# Homework Help: Increasing a Train's Power

1. Aug 5, 2012

### Tiba

1. The problem statement, all variables and given/known data

A train is traveling on a horizontal and straight track, with a constant speed of 20m/s, when it begins to rain.
The rain is rigorously vertical and the mass of the water that falls over the train and after that runs vertically by it sides is 100kg per second.
Consider the resistance forces (air resistance and the friction in the non-movable wheels) to be constant.
For the speed of the train to keep constant after the rain start, the power developed by the train should suffer an increase of...?

2. Relevant equations

P=F.V

3. The attempt at a solution

I really have no clue... I could only think that the mass of the train will suffer an increase of 100kg, but I don't how to apply this mass increase to the formulas of power, P=T/t and P=FV

2. Aug 5, 2012

### CWatters

Assuming the rain sticks to the train and is accelerated horizontally then..

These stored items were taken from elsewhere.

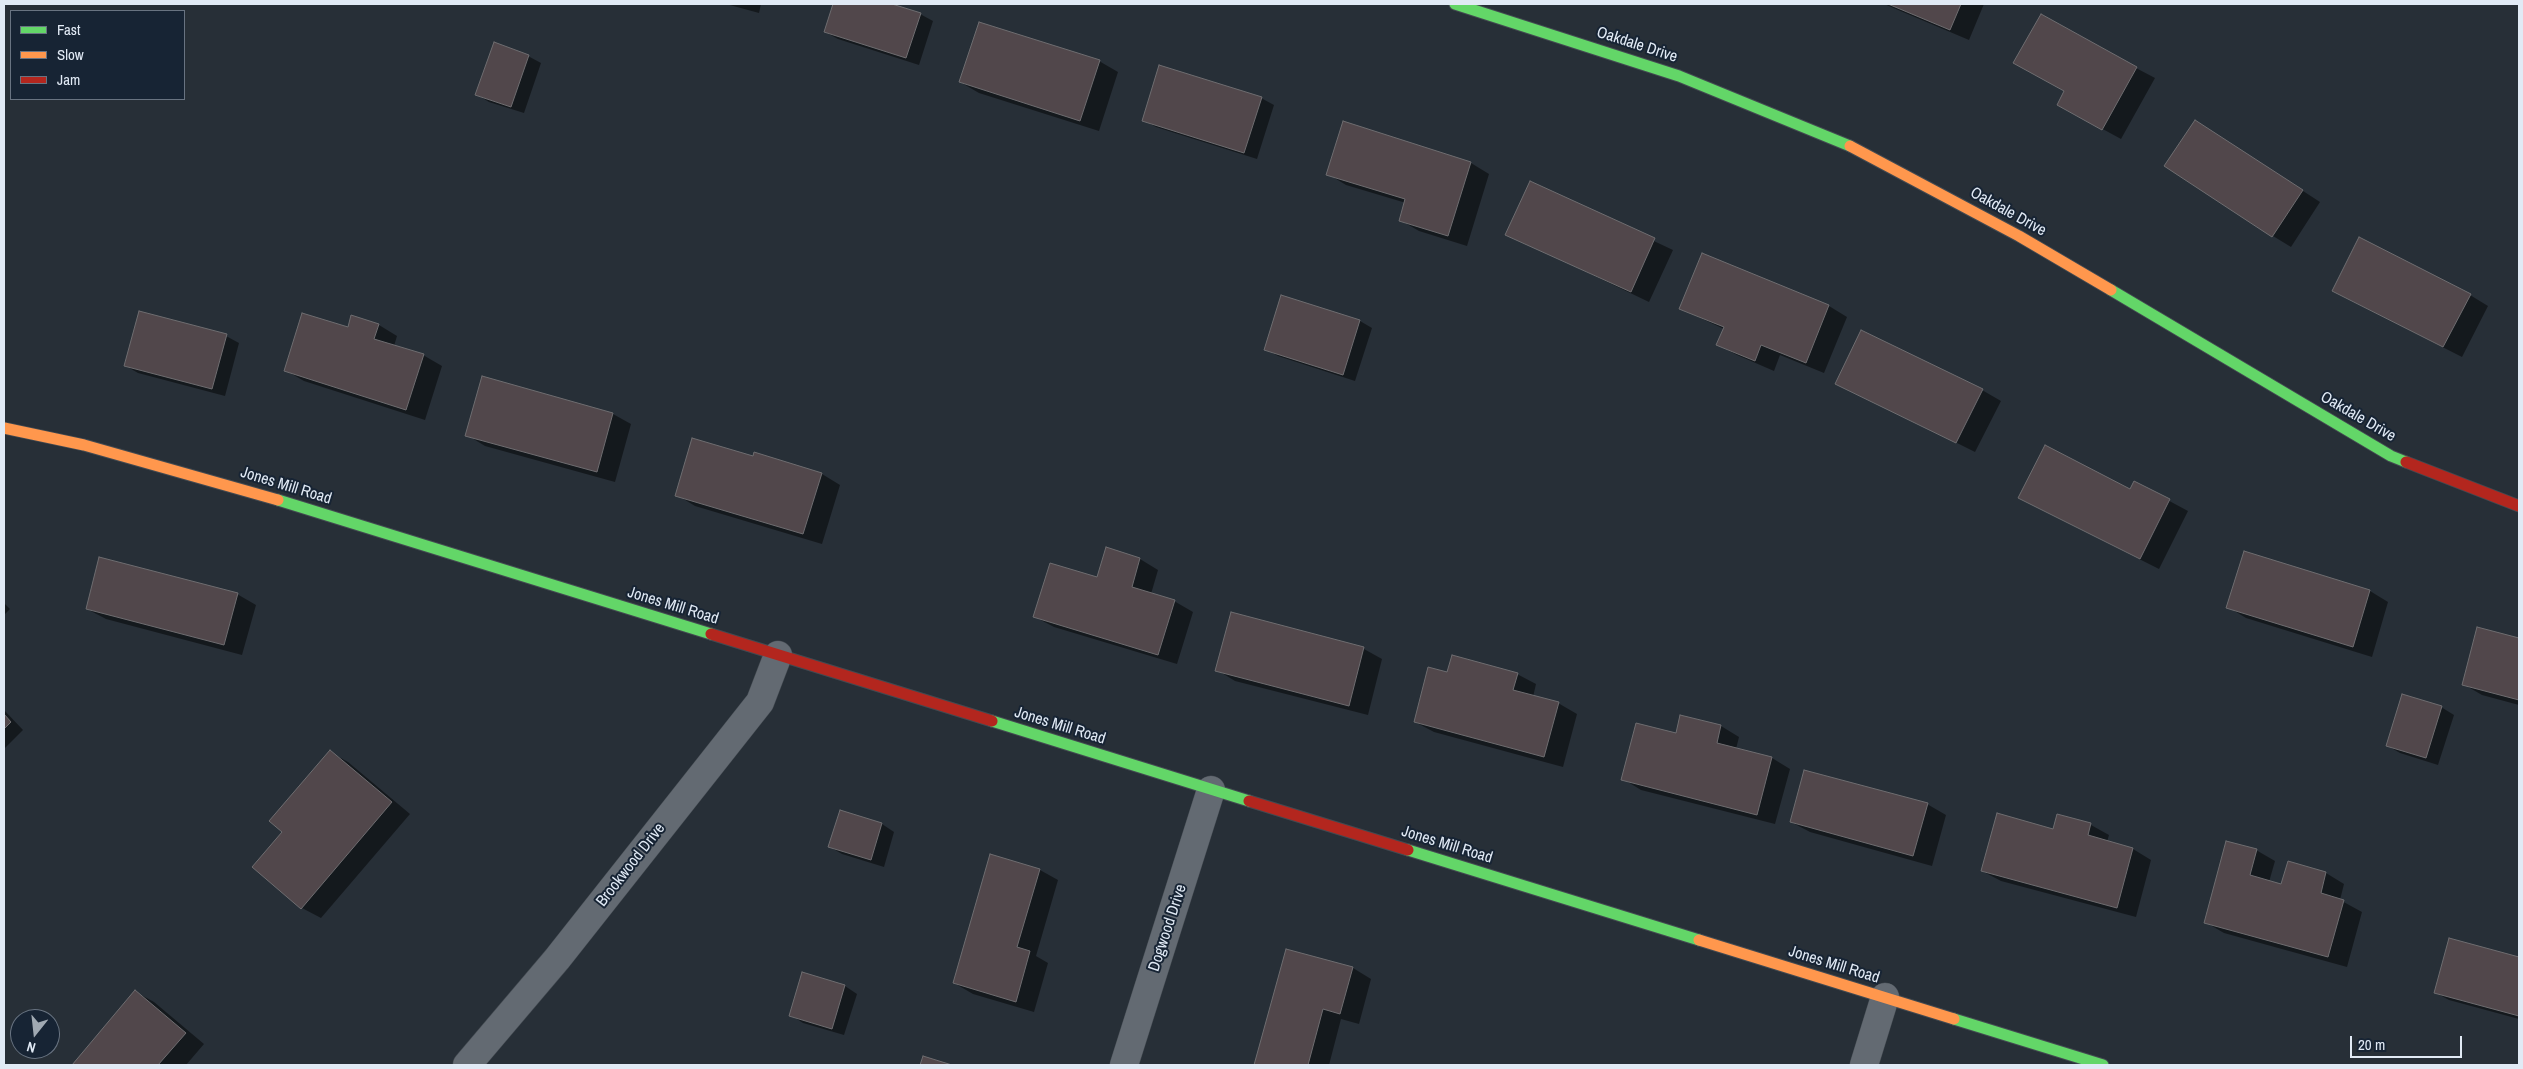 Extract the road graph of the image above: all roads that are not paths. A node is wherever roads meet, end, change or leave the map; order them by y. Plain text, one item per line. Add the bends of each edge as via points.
1 (1455, 4) edge
2 (4, 428) edge
3 (2519, 506) edge
4 (778, 655) junction
5 (1211, 790) junction
6 (1884, 997) junction
7 (467, 1065) edge
8 (1124, 1065) edge
9 (1864, 1065) edge
10 (2103, 1065) edge

1 - 3 street, Oakdale Drive via 1680,76 1847,144 2020,236 2392,456
2 - 4 street, Jones Mill Road via 76,443 212,480
4 - 5 street, Jones Mill Road
4 - 7 street, Brookwood Drive via 760,702 557,959
5 - 6 street, Jones Mill Road
5 - 8 street, Dogwood Drive
6 - 9 street
6 - 10 street, Jones Mill Road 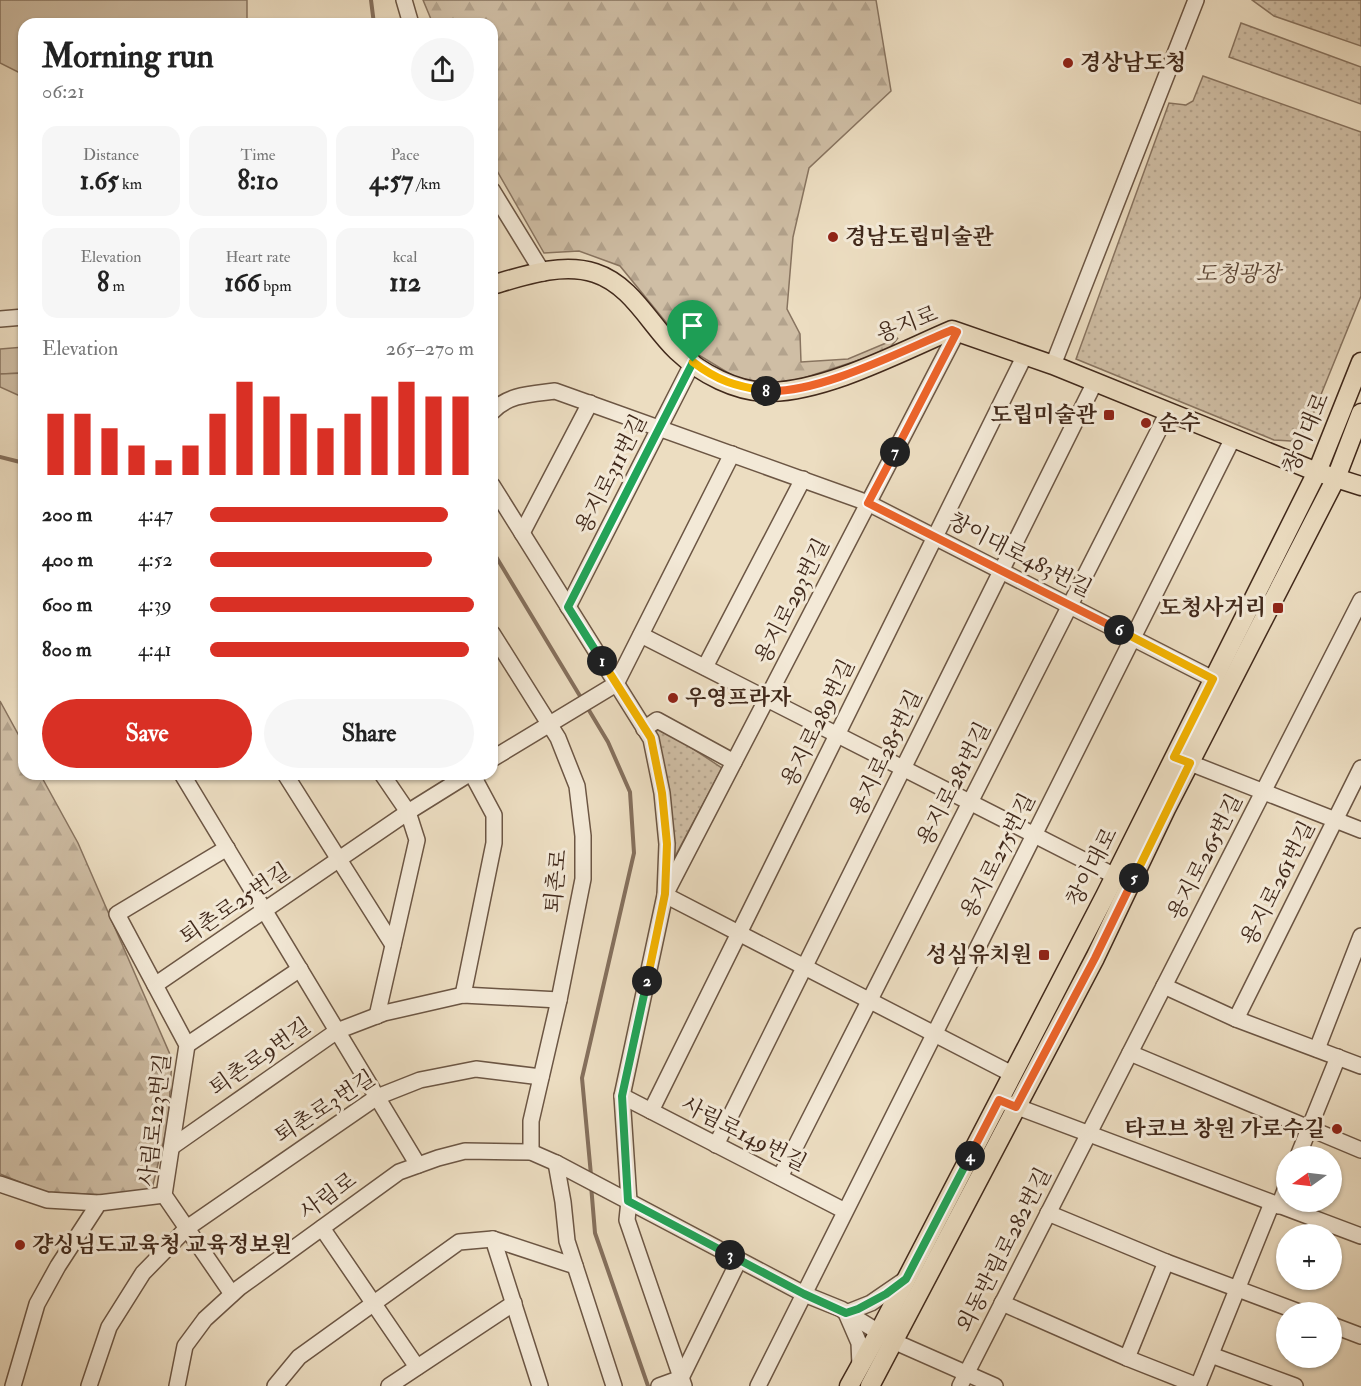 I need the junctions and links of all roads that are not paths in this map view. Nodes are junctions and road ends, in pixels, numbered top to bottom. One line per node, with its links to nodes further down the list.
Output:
1 (404, 0): 3 (street)
2 (1196, 0): 13 (street)
3 (409, 18)
4 (498, 200): 5 (street)
5 (543, 273): 6 (main road, 용지로); 11 (main road, 용지로)
6 (498, 284)
7 (18, 318): 8 (street)
8 (0, 319)
9 (957, 332): 10 (main road, 용지로); 11 (main road, 용지로); 27 (street, 용지로293번길)
10 (1025, 355): 13 (main road, 용지로); 29 (street, 용지로289번길)
11 (693, 362): 19 (street, 용지로311번길)
12 (1361, 362): 22 (main road, 창이대로)
13 (1053, 365): 14 (main road, 용지로)
14 (1095, 382): 17 (main road, 용지로); 30 (street, 용지로285번길)
15 (590, 403): 16 (street, 창이대로483번길); 19 (street, 창이대로483번길); 28 (street)
16 (498, 406)
17 (1168, 412): 20 (main road, 용지로); 32 (street, 용지로281번길)
18 (1361, 413): 23 (main road, 창이대로)
19 (660, 428): 21 (street, 창이대로483번길); 33 (street, 용지로311번길)
20 (1233, 438): 22 (main road, 용지로); 35 (street, 용지로275번길)
21 (732, 454): 24 (street, 창이대로483번길); 34 (street)
22 (1317, 472): 23 (main road, 용지로); 38 (main road, 창이대로)
23 (1336, 478): 25 (main road, 용지로); 45 (main road, 창이대로)
24 (803, 479): 27 (street, 창이대로483번길); 37 (street)
25 (1361, 486)
26 (498, 495): 28 (street)
27 (868, 503): 29 (street, 창이대로483번길); 40 (street, 용지로293번길)
28 (522, 533): 33 (street)
29 (935, 537): 30 (street, 창이대로483번길); 43 (street, 용지로289번길)
30 (1002, 571): 32 (street, 창이대로483번길); 47 (street, 용지로285번길)
31 (1361, 600): 54 (street, 용지로265번길)
32 (1070, 605): 35 (street, 창이대로483번길); 55 (street, 용지로281번길)
33 (568, 607): 39 (street)
34 (641, 635): 37 (street); 39 (street)
35 (1133, 638): 38 (street, 창이대로483번길); 59 (street, 용지로275번길)
36 (498, 642): 41 (street, 퇴촌로)
37 (705, 667): 40 (street)
38 (1213, 679): 45 (main road, 창이대로)
39 (613, 686): 41 (street); 42 (street)
40 (767, 699): 43 (street); 46 (street, 용지로293번길)
41 (553, 721): 44 (street); 73 (street, 퇴촌로)
42 (644, 729): 46 (street); 63 (street)
43 (837, 734): 47 (street); 65 (street, 용지로289번길)
44 (498, 755)
45 (1182, 760): 54 (street); 62 (main road, 창이대로); 88 (main road, 창이대로)
46 (734, 762): 63 (street, 용지로293번길)
47 (903, 768): 55 (street); 68 (street, 용지로285번길)
48 (1361, 768): 57 (street, 용지로261번길)
49 (186, 780): 60 (street)
50 (289, 780): 61 (street)
51 (386, 780): 56 (street)
52 (461, 780): 56 (street, 퇴촌로25번길)
53 (474, 780): 72 (street)
54 (1264, 793): 57 (street); 71 (street, 용지로265번길)
55 (970, 802): 59 (street); 74 (street, 용지로281번길)
56 (408, 812): 61 (street, 퇴촌로25번길); 67 (street)
57 (1335, 820): 58 (street); 76 (street, 용지로261번길)
58 (1361, 830)
59 (1034, 835): 62 (street); 78 (street, 용지로275번길)
60 (227, 848): 64 (street); 70 (street, 사림로123번길)
61 (339, 859): 64 (street, 퇴촌로25번길); 67 (street)
62 (1115, 876): 84 (main road, 창이대로)
63 (665, 894): 65 (street); 86 (street)
64 (264, 910): 69 (street); 70 (street, 퇴촌로25번길)
65 (739, 933): 68 (street); 89 (street, 용지로289번길)
66 (1361, 936): 80 (street)
67 (393, 945): 75 (street)
68 (805, 966): 74 (street); 92 (street, 용지로285번길)
69 (300, 969): 77 (street); 79 (street)
70 (155, 985): 79 (street, 사림로123번길)
71 (1164, 986): 76 (street); 81 (street, 용지로265번길)
72 (463, 995): 73 (street, 퇴촌로9번길); 75 (street, 퇴촌로9번길)
73 (559, 1000): 85 (street, 퇴촌로)
74 (870, 1000): 78 (street); 99 (street, 용지로281번길)
75 (377, 1016): 77 (street, 퇴촌로9번길)
76 (1236, 1018): 80 (street)
77 (337, 1030): 87 (street); 93 (street, 퇴촌로9번길)
78 (935, 1033): 84 (street); 105 (street, 용지로275번길)
79 (187, 1045): 93 (street, 사림로123번길)
80 (1317, 1049): 82 (street)
81 (1130, 1053): 90 (street); 91 (street, 용지로265번길)
82 (1338, 1058): 83 (street); 90 (street)
83 (1361, 1066)
84 (1012, 1074): 88 (main road, 창이대로)
85 (541, 1077): 87 (street, 퇴촌로3번길); 96 (street, 퇴촌로)
86 (622, 1096): 89 (street, 사림로149번길); 102 (street)
87 (377, 1097): 97 (street); 107 (street, 퇴촌로3번길)
88 (1007, 1104): 91 (street); 114 (main road, 창이대로); 124 (main road, 창이대로)
89 (651, 1111): 92 (street, 사림로149번길)
90 (1309, 1129): 94 (street); 95 (street)
91 (1087, 1134): 104 (street); 106 (street, 외동반림로282번길)
92 (716, 1145): 99 (street, 사림로149번길)
93 (173, 1146): 101 (street, 사림로123번길)
94 (1302, 1146)
95 (1361, 1150)
96 (531, 1152): 97 (street, 사림로); 98 (street, 사림로)
97 (418, 1165): 108 (street, 사림로)
98 (561, 1166): 102 (street, 사림로); 113 (street)
99 (780, 1178): 105 (street, 사림로149번길)
100 (0, 1184): 103 (street)
101 (164, 1196): 103 (street); 107 (street, 사림로123번길)
102 (627, 1200): 111 (street); 131 (street)
103 (99, 1203): 133 (street)
104 (1275, 1204): 109 (street); 115 (street)
105 (845, 1211): 117 (street, 용지로275번길)
106 (1048, 1213): 112 (street); 120 (street, 외동반림로282번길)
107 (187, 1228): 116 (street, 사림로123번길); 134 (street, 퇴촌로3번길)
108 (322, 1228): 116 (street, 사림로); 118 (street)
109 (1361, 1236)
110 (493, 1239): 113 (street); 118 (street); 119 (street)
111 (739, 1260): 117 (street); 131 (street)
112 (1166, 1262): 115 (street); 127 (street)
113 (575, 1266): 139 (street)
114 (906, 1279): 122 (street); 124 (main road, 창이대로)
115 (1237, 1289): 121 (street); 126 (street)
116 (232, 1294): 135 (street, 사림로)
117 (804, 1294): 122 (street); 141 (street)
118 (373, 1303): 129 (street); 136 (street)
119 (514, 1303): 129 (street); 138 (street)
120 (1002, 1303): 127 (street); 130 (street, 외동반림로282번길)
121 (1276, 1303)
122 (846, 1313): 124 (street); 128 (street)
123 (1342, 1329): 125 (street)
124 (886, 1336): 128 (main road, 창이대로); 130 (street); 143 (main road, 창이대로)
125 (1361, 1336)
126 (1211, 1355): 132 (street); 145 (street)
127 (1127, 1358): 145 (street)
128 (860, 1366): 142 (main road, 창이대로)
129 (417, 1367): 137 (street)
130 (963, 1380): 144 (street)
131 (682, 1382): 140 (street)
132 (1278, 1383): 146 (street)
133 (13, 1386)
134 (89, 1386)
135 (177, 1386)
136 (275, 1386)
137 (389, 1386)
138 (540, 1386)
139 (614, 1386)
140 (659, 1386)
141 (758, 1386)
142 (849, 1386)
143 (870, 1386)
144 (995, 1386)
145 (1198, 1386)
146 (1295, 1386)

Every second the train has to accelerate an additional mass of 100kg from 0 to 20m/s.

The KE it needs to give that extra mass is given by

Energy = 0.5*Mass*Velocity2

Power = Energy/Time

3. Aug 5, 2012

### Tiba

Thanks,

So the KE = 20kJ and the Power = 20kW.
However, the answer on the textbook is 40kW.
What am I doing wrong?

4. Aug 5, 2012

### Tiba

I just thought... The force necessary to accelerate the mass of water is F=m.a, and a=V/T (V = 20,0m/s and t=1,0s). So F = 2,0.10³
Energy = Force*Space (Space = 20,0m, because V=20,0m/s and t=1,0s)
Energy = 2,0.10³.2,0.10 = 4,0 . 10^4
and finally
Power = 40,0kW

What mistake I did in the other method using the KE?

5. Aug 5, 2012

### Staff: Mentor

Space is not [strike]a*t[/strike] v*t when the velocity is not constant; Here the motion is accelerated. You need to use another expression for the distance covered.

Last edited: Aug 5, 2012
6. Aug 5, 2012

### bigerst

i think i got 40 kw as well
the train experiences a force, F=dp/dt =d(mv)/dt = v(dm/dt) = v * 100kg=2,000N
P=F*v = 2,000 N *20m/s = 40 kW
well what was wrong with the energy situation?
P* dt = dE = 1/2 dm v^2 = 100kg/s * dt *1/2 *v^2
p = 20kw
now there appears to be an inconsistency, any explanations?

7. Aug 5, 2012

### bigerst

it appears the energy neeeded to acclerate 100kg to 20m/s is 20 kW but the engine needs to supply more than that energy to keep the thing running?

8. Aug 5, 2012

### bigerst

OMG i just realized this situation constitutes an inelastic collision in which case energy is NOT conserved!!!! that resolves the discrepance!!

9. Aug 5, 2012

### Tiba

But I took the velocity of the train as a base, which is constant, not the water's. After all, the power in question is the train's power.

10. Aug 5, 2012

### lewando

"The rain is rigorously vertical and the mass of the water that falls over the train and after that runs vertically by it sides is 100kg per second."

This implies that the train is not accumulating mass (other than an insignificant mass associated with it being wet) and that the rain's final velocity is equal to that of the train.

In a one second interval, getting 100kg to go from 0m/s to 20m/s requires 1/2mV2 (20kJ) of energy (expending energy at the rate of 20kJ per second gives you 20kW of power).

But this energy is not free and comes at the expense of the train slowing down a bit.

How much energy in the one second interval would be required for the train to restore its speed back to 20m/s?

Last edited: Aug 5, 2012
11. Aug 5, 2012

### Staff: Mentor

But if you're using F=m*a and a = V/T, the a must apply to the thing being accelerated, while the V is final velocity.

12. Aug 6, 2012

### Villyer

This may be a coincidence, but I feel like it is interesting to point out.

P=Fv
P=m/t*v*v
m/t = 100, and v*v = 20*20 = 400
So P = 40kW, which is the answer in his book.